[Collected data]
• • • •

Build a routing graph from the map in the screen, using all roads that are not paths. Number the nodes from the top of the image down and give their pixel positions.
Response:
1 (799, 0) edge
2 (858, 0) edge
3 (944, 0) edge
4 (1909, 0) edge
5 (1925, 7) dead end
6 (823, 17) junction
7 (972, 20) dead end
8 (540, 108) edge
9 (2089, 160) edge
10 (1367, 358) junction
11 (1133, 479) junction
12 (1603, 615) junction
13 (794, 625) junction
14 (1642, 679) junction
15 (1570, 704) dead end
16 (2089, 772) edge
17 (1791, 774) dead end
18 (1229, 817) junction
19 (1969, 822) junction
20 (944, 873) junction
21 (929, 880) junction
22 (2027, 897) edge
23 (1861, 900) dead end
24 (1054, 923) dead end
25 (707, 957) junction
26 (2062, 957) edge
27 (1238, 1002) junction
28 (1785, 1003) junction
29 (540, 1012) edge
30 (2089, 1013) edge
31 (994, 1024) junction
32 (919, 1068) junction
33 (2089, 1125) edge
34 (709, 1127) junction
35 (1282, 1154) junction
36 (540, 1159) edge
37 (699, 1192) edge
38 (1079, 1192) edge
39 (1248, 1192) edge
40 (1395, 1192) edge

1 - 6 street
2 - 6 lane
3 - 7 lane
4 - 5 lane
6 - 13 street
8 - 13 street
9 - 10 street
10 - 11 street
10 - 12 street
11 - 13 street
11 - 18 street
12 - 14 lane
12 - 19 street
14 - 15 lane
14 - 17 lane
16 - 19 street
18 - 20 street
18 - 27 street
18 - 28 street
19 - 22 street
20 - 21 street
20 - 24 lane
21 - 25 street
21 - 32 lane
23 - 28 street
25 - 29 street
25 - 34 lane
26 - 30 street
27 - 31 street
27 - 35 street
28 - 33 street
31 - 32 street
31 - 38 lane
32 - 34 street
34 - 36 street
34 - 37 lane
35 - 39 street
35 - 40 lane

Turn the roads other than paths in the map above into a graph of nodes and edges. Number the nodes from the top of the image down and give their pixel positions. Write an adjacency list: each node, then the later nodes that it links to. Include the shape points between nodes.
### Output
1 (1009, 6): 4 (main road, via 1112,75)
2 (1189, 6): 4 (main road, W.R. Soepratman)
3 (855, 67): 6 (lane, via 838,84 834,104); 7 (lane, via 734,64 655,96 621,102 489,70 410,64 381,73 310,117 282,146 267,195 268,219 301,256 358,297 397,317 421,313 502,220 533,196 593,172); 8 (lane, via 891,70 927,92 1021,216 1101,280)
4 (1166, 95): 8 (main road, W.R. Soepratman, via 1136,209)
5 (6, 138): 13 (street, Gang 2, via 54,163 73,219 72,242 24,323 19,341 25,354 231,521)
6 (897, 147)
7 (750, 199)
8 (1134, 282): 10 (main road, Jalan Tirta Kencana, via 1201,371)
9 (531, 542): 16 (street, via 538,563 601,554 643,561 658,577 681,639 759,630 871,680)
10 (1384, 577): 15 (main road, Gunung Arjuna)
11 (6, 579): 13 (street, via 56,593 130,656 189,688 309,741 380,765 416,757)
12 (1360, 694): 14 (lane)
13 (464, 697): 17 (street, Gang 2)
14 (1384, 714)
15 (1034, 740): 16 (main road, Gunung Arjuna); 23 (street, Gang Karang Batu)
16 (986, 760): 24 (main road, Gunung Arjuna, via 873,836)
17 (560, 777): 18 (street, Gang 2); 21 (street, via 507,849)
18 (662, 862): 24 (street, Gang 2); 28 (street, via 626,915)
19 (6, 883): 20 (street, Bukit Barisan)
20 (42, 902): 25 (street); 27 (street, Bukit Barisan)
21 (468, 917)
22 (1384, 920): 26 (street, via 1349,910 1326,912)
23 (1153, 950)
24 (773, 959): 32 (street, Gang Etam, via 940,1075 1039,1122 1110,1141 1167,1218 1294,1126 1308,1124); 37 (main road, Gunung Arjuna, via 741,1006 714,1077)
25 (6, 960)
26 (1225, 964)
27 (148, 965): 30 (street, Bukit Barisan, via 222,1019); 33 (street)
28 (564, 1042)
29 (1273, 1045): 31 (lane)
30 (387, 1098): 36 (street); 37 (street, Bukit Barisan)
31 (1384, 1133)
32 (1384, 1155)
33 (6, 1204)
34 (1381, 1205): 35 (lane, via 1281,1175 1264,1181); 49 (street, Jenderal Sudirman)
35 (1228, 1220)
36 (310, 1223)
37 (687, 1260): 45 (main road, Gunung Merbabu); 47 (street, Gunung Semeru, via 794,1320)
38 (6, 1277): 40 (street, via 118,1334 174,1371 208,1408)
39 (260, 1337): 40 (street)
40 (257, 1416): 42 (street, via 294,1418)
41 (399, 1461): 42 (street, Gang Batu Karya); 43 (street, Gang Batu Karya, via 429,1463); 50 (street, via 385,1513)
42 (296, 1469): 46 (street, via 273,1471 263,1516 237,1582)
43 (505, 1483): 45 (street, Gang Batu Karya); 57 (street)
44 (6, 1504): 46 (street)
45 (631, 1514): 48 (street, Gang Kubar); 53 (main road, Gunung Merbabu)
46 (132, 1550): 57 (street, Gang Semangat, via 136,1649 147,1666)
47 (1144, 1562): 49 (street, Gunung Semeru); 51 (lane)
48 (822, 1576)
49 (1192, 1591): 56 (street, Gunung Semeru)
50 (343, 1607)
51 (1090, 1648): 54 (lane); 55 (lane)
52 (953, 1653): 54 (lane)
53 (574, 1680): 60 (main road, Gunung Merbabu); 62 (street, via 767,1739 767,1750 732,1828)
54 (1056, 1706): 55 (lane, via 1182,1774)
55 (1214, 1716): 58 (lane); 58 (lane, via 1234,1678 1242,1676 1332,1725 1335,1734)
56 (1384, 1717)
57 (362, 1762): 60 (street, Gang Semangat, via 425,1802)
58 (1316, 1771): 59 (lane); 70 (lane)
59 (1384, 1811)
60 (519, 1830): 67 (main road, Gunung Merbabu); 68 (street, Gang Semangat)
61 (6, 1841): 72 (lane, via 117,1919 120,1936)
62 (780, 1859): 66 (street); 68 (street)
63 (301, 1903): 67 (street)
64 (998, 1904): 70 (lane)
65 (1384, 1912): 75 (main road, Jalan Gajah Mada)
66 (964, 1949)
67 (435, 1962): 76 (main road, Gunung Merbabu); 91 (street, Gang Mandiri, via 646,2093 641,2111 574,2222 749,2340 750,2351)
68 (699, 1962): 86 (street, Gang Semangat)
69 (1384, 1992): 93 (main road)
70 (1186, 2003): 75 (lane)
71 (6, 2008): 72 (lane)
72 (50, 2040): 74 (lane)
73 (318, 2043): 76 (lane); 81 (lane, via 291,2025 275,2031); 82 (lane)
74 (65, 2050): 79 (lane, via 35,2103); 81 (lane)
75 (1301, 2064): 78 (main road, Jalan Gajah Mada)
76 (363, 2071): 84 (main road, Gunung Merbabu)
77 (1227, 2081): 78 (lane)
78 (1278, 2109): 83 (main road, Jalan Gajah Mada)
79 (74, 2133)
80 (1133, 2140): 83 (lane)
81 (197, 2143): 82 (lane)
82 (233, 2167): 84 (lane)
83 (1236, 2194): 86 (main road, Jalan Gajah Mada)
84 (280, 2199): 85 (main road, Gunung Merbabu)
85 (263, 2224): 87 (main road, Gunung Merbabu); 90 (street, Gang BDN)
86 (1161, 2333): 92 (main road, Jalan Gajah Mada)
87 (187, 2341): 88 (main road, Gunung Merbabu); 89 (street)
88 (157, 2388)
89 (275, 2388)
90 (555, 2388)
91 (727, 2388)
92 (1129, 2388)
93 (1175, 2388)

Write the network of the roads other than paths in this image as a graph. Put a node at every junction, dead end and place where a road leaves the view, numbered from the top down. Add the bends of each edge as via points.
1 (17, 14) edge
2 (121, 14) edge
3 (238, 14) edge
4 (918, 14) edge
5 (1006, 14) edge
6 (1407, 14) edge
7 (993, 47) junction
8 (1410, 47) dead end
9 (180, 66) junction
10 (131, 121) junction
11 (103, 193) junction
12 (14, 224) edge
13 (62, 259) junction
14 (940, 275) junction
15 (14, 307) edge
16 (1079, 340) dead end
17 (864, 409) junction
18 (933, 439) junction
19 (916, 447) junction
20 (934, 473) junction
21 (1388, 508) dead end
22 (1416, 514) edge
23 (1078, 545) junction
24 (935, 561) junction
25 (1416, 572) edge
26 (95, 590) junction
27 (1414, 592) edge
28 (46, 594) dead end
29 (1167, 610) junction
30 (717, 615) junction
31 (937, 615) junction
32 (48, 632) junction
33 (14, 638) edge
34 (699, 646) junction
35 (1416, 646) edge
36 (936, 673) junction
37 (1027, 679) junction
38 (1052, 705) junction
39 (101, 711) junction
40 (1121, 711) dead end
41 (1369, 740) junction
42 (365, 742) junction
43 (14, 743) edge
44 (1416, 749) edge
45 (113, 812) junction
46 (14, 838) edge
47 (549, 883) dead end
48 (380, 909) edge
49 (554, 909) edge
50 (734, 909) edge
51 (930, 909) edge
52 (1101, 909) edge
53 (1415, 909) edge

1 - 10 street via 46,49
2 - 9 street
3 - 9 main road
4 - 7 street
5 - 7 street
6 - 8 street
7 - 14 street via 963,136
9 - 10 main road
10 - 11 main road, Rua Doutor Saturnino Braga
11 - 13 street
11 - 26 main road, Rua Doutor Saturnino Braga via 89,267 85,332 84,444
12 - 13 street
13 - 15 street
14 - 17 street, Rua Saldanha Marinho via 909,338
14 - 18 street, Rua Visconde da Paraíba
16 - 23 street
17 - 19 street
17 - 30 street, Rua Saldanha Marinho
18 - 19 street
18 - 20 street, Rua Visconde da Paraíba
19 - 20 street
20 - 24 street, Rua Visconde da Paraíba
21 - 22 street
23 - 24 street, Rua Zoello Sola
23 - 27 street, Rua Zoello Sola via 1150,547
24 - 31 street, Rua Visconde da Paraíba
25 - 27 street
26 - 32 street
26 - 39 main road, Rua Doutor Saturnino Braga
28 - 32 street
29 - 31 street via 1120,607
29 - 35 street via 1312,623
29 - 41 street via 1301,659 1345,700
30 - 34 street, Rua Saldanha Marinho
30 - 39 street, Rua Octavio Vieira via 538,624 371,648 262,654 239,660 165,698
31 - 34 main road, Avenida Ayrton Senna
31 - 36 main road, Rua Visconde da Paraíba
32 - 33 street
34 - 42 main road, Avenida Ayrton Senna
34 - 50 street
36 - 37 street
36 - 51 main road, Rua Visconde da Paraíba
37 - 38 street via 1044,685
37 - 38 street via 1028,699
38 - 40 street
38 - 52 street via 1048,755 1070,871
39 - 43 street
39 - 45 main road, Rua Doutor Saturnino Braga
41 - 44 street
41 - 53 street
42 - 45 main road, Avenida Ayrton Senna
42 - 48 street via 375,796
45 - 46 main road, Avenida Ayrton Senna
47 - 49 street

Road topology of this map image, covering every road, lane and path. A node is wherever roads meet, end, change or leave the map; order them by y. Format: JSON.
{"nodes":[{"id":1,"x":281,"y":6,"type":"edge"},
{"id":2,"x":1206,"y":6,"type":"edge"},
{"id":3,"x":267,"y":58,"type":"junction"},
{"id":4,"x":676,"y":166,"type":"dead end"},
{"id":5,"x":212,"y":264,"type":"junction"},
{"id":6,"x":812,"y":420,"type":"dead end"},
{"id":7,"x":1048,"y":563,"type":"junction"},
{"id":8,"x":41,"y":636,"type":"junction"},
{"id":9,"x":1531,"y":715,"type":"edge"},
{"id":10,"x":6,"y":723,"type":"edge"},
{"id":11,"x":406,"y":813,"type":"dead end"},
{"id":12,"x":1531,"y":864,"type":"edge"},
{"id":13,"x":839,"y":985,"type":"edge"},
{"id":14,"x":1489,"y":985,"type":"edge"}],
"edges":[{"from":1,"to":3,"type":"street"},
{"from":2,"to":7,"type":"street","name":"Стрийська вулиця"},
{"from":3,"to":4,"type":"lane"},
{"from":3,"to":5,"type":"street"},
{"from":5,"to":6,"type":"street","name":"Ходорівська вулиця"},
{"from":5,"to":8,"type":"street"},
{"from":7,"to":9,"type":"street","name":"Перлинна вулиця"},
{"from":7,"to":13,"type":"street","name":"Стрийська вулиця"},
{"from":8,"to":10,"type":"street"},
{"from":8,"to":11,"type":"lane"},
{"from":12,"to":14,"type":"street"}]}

• • • •

THE PROBLEM: Please print the records above exactly from their first line. End with the line containing "Turn the roads", and include it.

OUTPUT OF THE TASK:
Build a routing graph from the map in the screen, using all roads that are not paths. Number the nodes from the top of the image down and give their pixel positions.
Response:
1 (799, 0) edge
2 (858, 0) edge
3 (944, 0) edge
4 (1909, 0) edge
5 (1925, 7) dead end
6 (823, 17) junction
7 (972, 20) dead end
8 (540, 108) edge
9 (2089, 160) edge
10 (1367, 358) junction
11 (1133, 479) junction
12 (1603, 615) junction
13 (794, 625) junction
14 (1642, 679) junction
15 (1570, 704) dead end
16 (2089, 772) edge
17 (1791, 774) dead end
18 (1229, 817) junction
19 (1969, 822) junction
20 (944, 873) junction
21 (929, 880) junction
22 (2027, 897) edge
23 (1861, 900) dead end
24 (1054, 923) dead end
25 (707, 957) junction
26 (2062, 957) edge
27 (1238, 1002) junction
28 (1785, 1003) junction
29 (540, 1012) edge
30 (2089, 1013) edge
31 (994, 1024) junction
32 (919, 1068) junction
33 (2089, 1125) edge
34 (709, 1127) junction
35 (1282, 1154) junction
36 (540, 1159) edge
37 (699, 1192) edge
38 (1079, 1192) edge
39 (1248, 1192) edge
40 (1395, 1192) edge

1 - 6 street
2 - 6 lane
3 - 7 lane
4 - 5 lane
6 - 13 street
8 - 13 street
9 - 10 street
10 - 11 street
10 - 12 street
11 - 13 street
11 - 18 street
12 - 14 lane
12 - 19 street
14 - 15 lane
14 - 17 lane
16 - 19 street
18 - 20 street
18 - 27 street
18 - 28 street
19 - 22 street
20 - 21 street
20 - 24 lane
21 - 25 street
21 - 32 lane
23 - 28 street
25 - 29 street
25 - 34 lane
26 - 30 street
27 - 31 street
27 - 35 street
28 - 33 street
31 - 32 street
31 - 38 lane
32 - 34 street
34 - 36 street
34 - 37 lane
35 - 39 street
35 - 40 lane

Turn the roads other than paths in the map above into a graph of nodes and edges. Number the nodes from the top of the image down and give their pixel positions. Write an adjacency list: each node, then the later nodes that it links to. Include the shape points between nodes.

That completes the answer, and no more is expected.